**Problem to solve**
How many lines in the data below include the word "日野バイパス"? Respond with the number, nothing more.

====== Materials provided ======

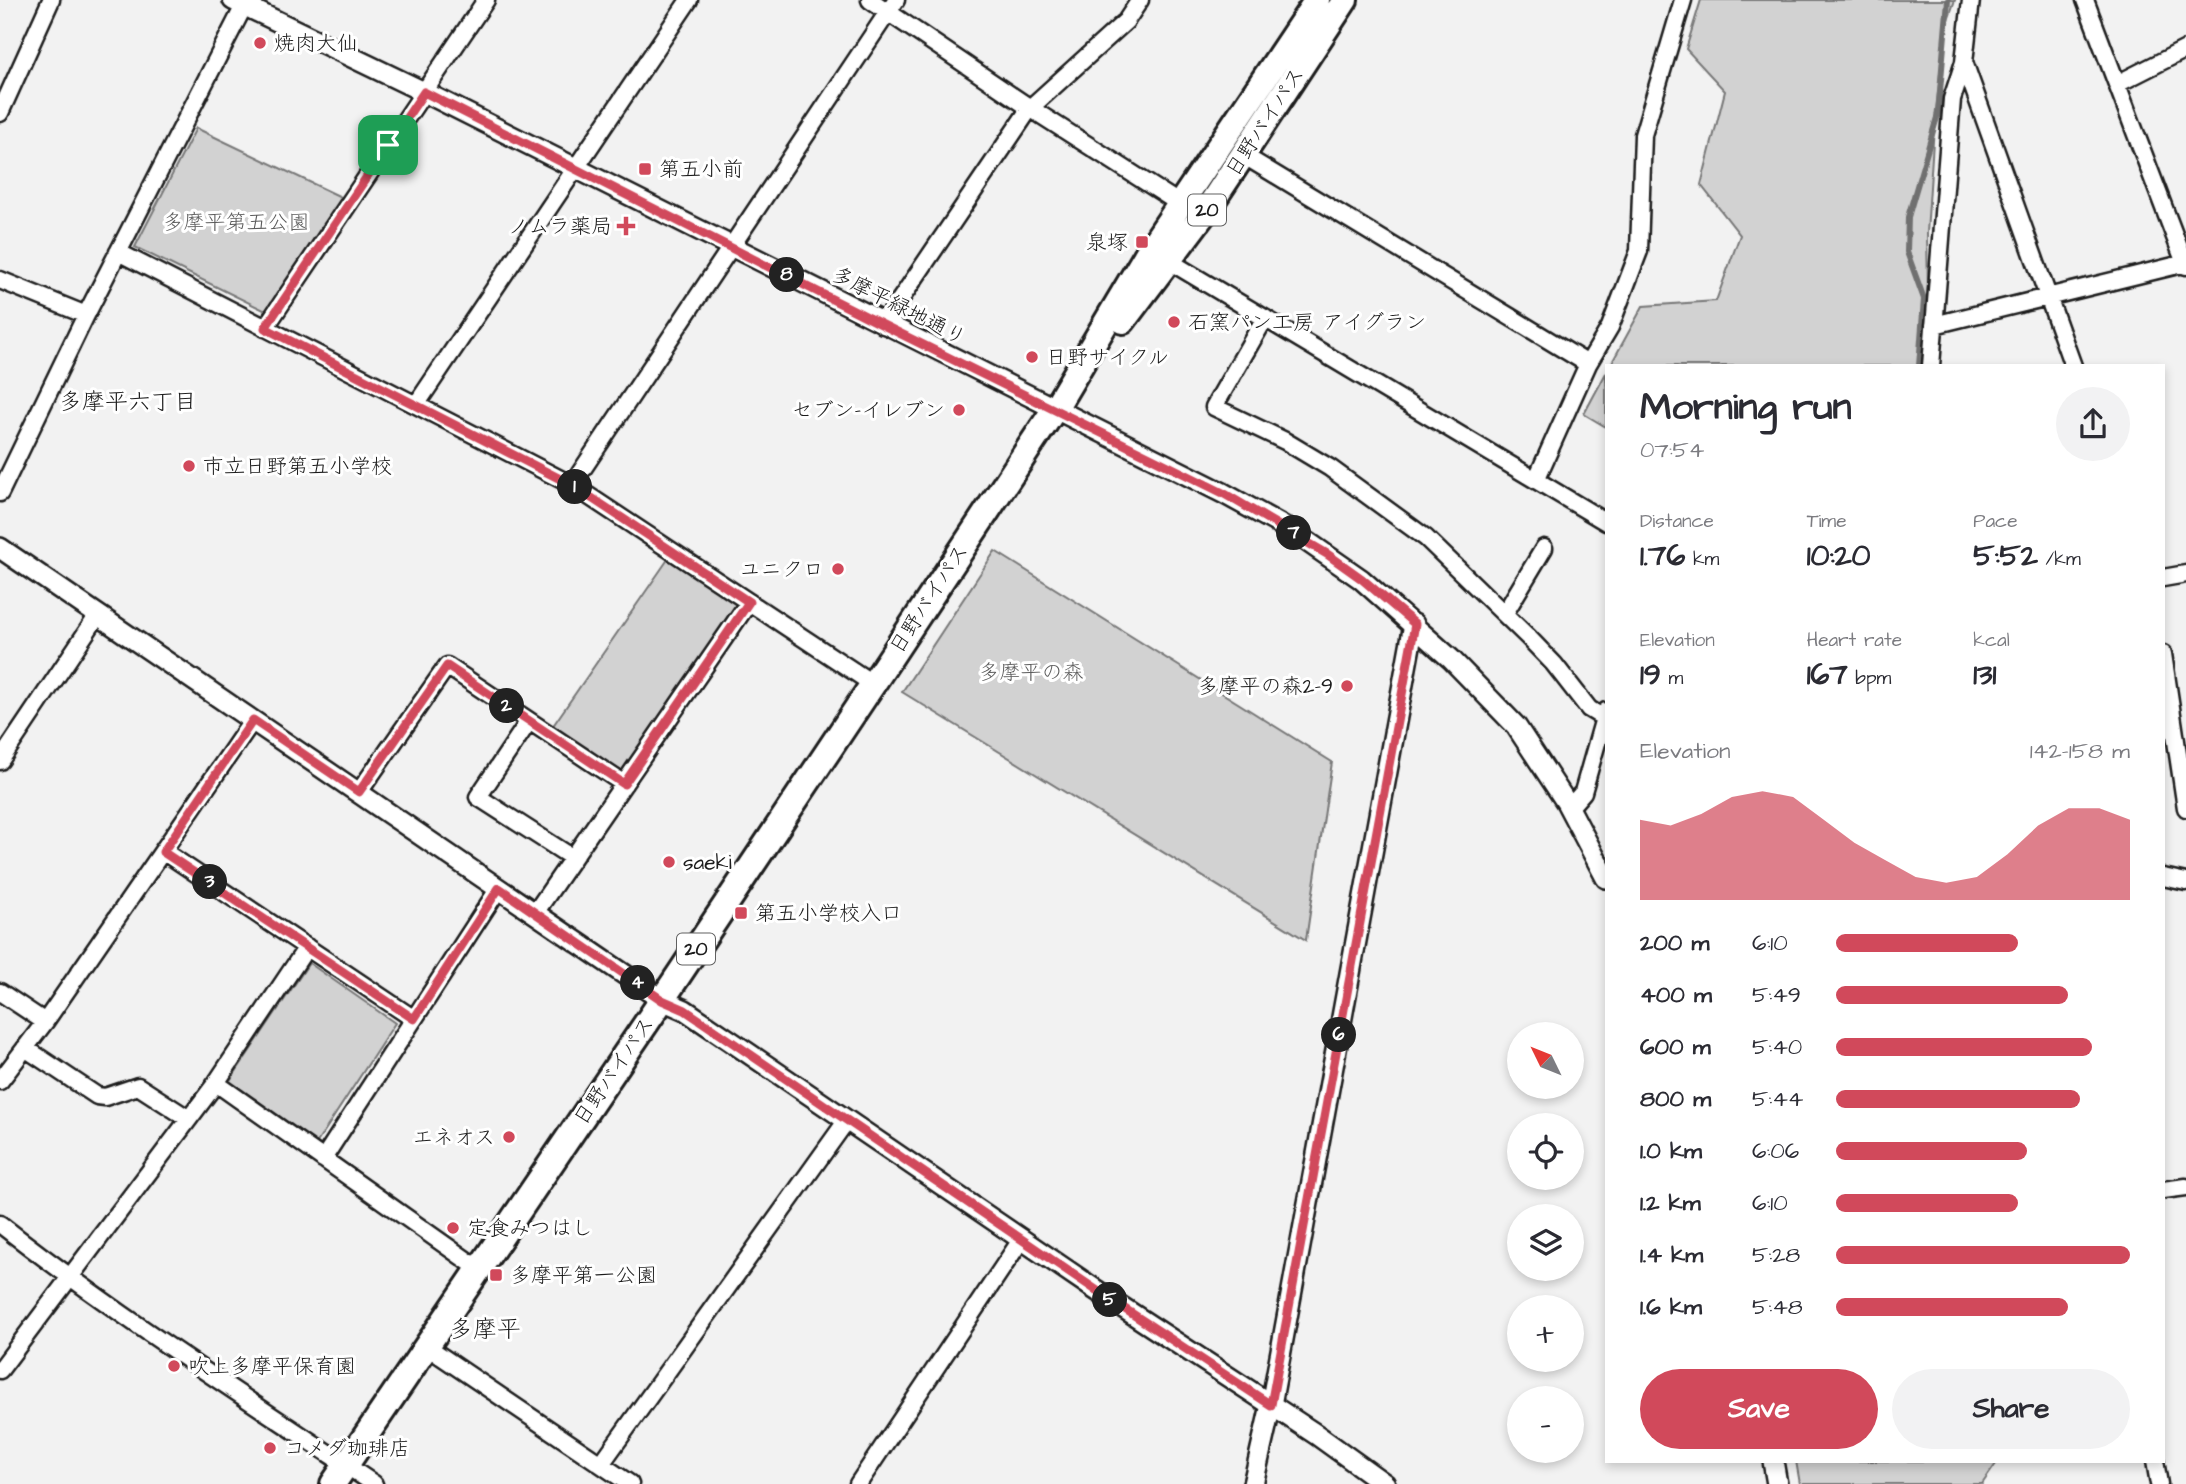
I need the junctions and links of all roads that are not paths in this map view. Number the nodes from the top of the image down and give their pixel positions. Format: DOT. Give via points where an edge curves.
graph roads {
  1 [pos="51,0"];
  2 [pos="486,0"];
  3 [pos="689,0"];
  4 [pos="870,0"];
  5 [pos="1140,0"];
  6 [pos="1317,0"];
  7 [pos="1345,0"];
  8 [pos="1683,0"];
  9 [pos="1971,0"];
  10 [pos="2085,0"];
  11 [pos="241,2"];
  12 [pos="892,6"];
  13 [pos="2186,49"];
  14 [pos="1964,62"];
  15 [pos="2117,84"];
  16 [pos="424,92"];
  17 [pos="1030,108"];
  18 [pos="0,113"];
  19 [pos="1242,155"];
  20 [pos="576,169"];
  21 [pos="1180,204"];
  22 [pos="730,247"];
  23 [pos="118,252"];
  24 [pos="1168,261"];
  25 [pos="2186,264"];
  26 [pos="0,280"];
  27 [pos="2048,298"];
  28 [pos="86,315"];
  29 [pos="1265,318"];
  30 [pos="883,325"];
  31 [pos="1934,325"];
  32 [pos="265,328"];
  33 [pos="1587,364"];
  34 [pos="1931,364"];
  35 [pos="2072,364"];
  36 [pos="416,405"];
  37 [pos="1054,410"];
  38 [pos="1536,480"];
  39 [pos="572,485"];
  40 [pos="0,493"];
  41 [pos="1605,521"];
  42 [pos="0,548"];
  43 [pos="1544,548"];
  44 [pos="2186,574"];
  45 [pos="2165,578"];
  46 [pos="749,602"];
  47 [pos="1505,613"];
  48 [pos="98,615"];
  49 [pos="1415,624"];
  50 [pos="2165,667"];
  51 [pos="873,684"];
  52 [pos="1605,714"];
  53 [pos="253,720"];
  54 [pos="529,721"];
  55 [pos="0,761"];
  56 [pos="624,784"];
  57 [pos="359,792"];
  58 [pos="1569,808"];
  59 [pos="2186,808"];
  60 [pos="163,852"];
  61 [pos="573,858"];
  62 [pos="1605,876"];
  63 [pos="2165,877"];
  64 [pos="2186,882"];
  65 [pos="499,888"];
  66 [pos="535,914"];
  67 [pos="307,947"];
  68 [pos="0,992"];
  69 [pos="662,1000"];
  70 [pos="414,1019"];
  71 [pos="45,1022"];
  72 [pos="25,1048"];
  73 [pos="0,1081"];
  74 [pos="216,1083"];
  75 [pos="189,1119"];
  76 [pos="848,1121"];
  77 [pos="323,1159"];
  78 [pos="2186,1187"];
  79 [pos="2165,1190"];
  80 [pos="0,1224"];
  81 [pos="1021,1240"];
  82 [pos="479,1269"];
  83 [pos="69,1278"];
  84 [pos="426,1346"];
  85 [pos="0,1370"];
  86 [pos="1271,1405"];
  87 [pos="1773,1463"];
  88 [pos="2155,1463"];
  89 [pos="601,1464"];
  90 [pos="340,1475"];
  91 [pos="374,1484"];
  92 [pos="630,1484"];
  93 [pos="858,1484"];
  94 [pos="1253,1484"];
  95 [pos="1385,1484"];
  96 [pos="1777,1484"];
  97 [pos="2159,1484"];
  1 -- 18 [label="street"];
  2 -- 16 [label="street"];
  3 -- 20 [label="street"];
  4 -- 12 [label="street"];
  5 -- 17 [label="street" via="1126,21"];
  6 -- 21 [label="highway, 日野バイパス / 20"];
  7 -- 19 [label="highway, 日野バイパス / 20"];
  8 -- 33 [label="street" via="1643,135 1639,251 1611,327"];
  9 -- 14 [label="street"];
  10 -- 15 [label="street"];
  11 -- 16 [label="street, 多摩平緑地通り"];
  11 -- 23 [label="street"];
  12 -- 17 [label="street"];
  12 -- 22 [label="street"];
  13 -- 15 [label="street"];
  14 -- 27 [label="street"];
  14 -- 31 [label="street" via="1951,99"];
  15 -- 25 [label="street"];
  16 -- 20 [label="street, 多摩平緑地通り"];
  16 -- 32 [label="street"];
  17 -- 21 [label="street"];
  17 -- 30 [label="street"];
  19 -- 24 [label="highway, 日野バイパス / 20"];
  19 -- 33 [label="street"];
  20 -- 22 [label="street, 多摩平緑地通り"];
  20 -- 36 [label="street"];
  21 -- 37 [label="highway, 日野バイパス / 20"];
  22 -- 30 [label="street, 多摩平緑地通り"];
  22 -- 39 [label="street"];
  23 -- 28 [label="street"];
  23 -- 32 [label="street"];
  24 -- 29 [label="street"];
  24 -- 37 [label="highway, 日野バイパス / 20"];
  25 -- 27 [label="street"];
  26 -- 28 [label="street"];
  27 -- 31 [label="street"];
  27 -- 35 [label="street"];
  28 -- 40 [label="street"];
  29 -- 38 [label="street"];
  29 -- 47 [label="street" via="1214,407 1285,441 1376,500 1426,538"];
  30 -- 37 [label="street, 多摩平緑地通り"];
  31 -- 34 [label="street"];
  32 -- 36 [label="street"];
  33 -- 38 [label="street"];
  36 -- 39 [label="street"];
  37 -- 49 [label="street, 多摩平緑地通り" via="1292,531 1362,579"];
  37 -- 51 [label="highway, 日野バイパス / 20"];
  38 -- 41 [label="street"];
  39 -- 46 [label="street"];
  42 -- 48 [label="street"];
  43 -- 47 [label="street"];
  44 -- 45 [label="street"];
  46 -- 51 [label="street"];
  46 -- 56 [label="street"];
  47 -- 52 [label="street" via="1590,709"];
  48 -- 53 [label="street"];
  48 -- 55 [label="street"];
  49 -- 58 [label="street, 多摩平緑地通り" via="1516,726"];
  49 -- 86 [label="street"];
  50 -- 59 [label="street"];
  51 -- 69 [label="highway, 日野バイパス / 20"];
  52 -- 58 [label="street" via="1583,792"];
  53 -- 57 [label="street"];
  53 -- 60 [label="street"];
  54 -- 56 [label="street"];
  54 -- 57 [label="street" via="447,666"];
  54 -- 61 [label="street" via="478,797"];
  56 -- 61 [label="street"];
  57 -- 65 [label="street"];
  58 -- 62 [label="street, 多摩平緑地通り"];
  60 -- 67 [label="street"];
  60 -- 71 [label="street"];
  61 -- 66 [label="street"];
  63 -- 64 [label="street"];
  65 -- 66 [label="street"];
  65 -- 70 [label="street"];
  66 -- 69 [label="street"];
  67 -- 70 [label="street"];
  67 -- 74 [label="street"];
  68 -- 71 [label="street"];
  69 -- 76 [label="street" via="685,1010"];
  69 -- 82 [label="highway, 日野バイパス / 20"];
  70 -- 77 [label="street"];
  71 -- 72 [label="street"];
  72 -- 73 [label="street"];
  72 -- 75 [label="street" via="97,1096 138,1086"];
  74 -- 75 [label="street"];
  74 -- 77 [label="street"];
  75 -- 83 [label="street"];
  76 -- 81 [label="street"];
  76 -- 89 [label="street"];
  77 -- 82 [label="street"];
  78 -- 79 [label="street"];
  80 -- 83 [label="street"];
  81 -- 86 [label="street"];
  81 -- 93 [label="street"];
  82 -- 84 [label="highway, 日野バイパス / 20"];
  83 -- 85 [label="street"];
  83 -- 90 [label="street"];
  84 -- 89 [label="street"];
  84 -- 90 [label="highway, 日野バイパス / 20"];
  86 -- 94 [label="street"];
  86 -- 95 [label="street"];
  87 -- 96 [label="street"];
  88 -- 97 [label="street"];
  89 -- 92 [label="street"];
  90 -- 91 [label="street"];
}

======

**Final answer**
10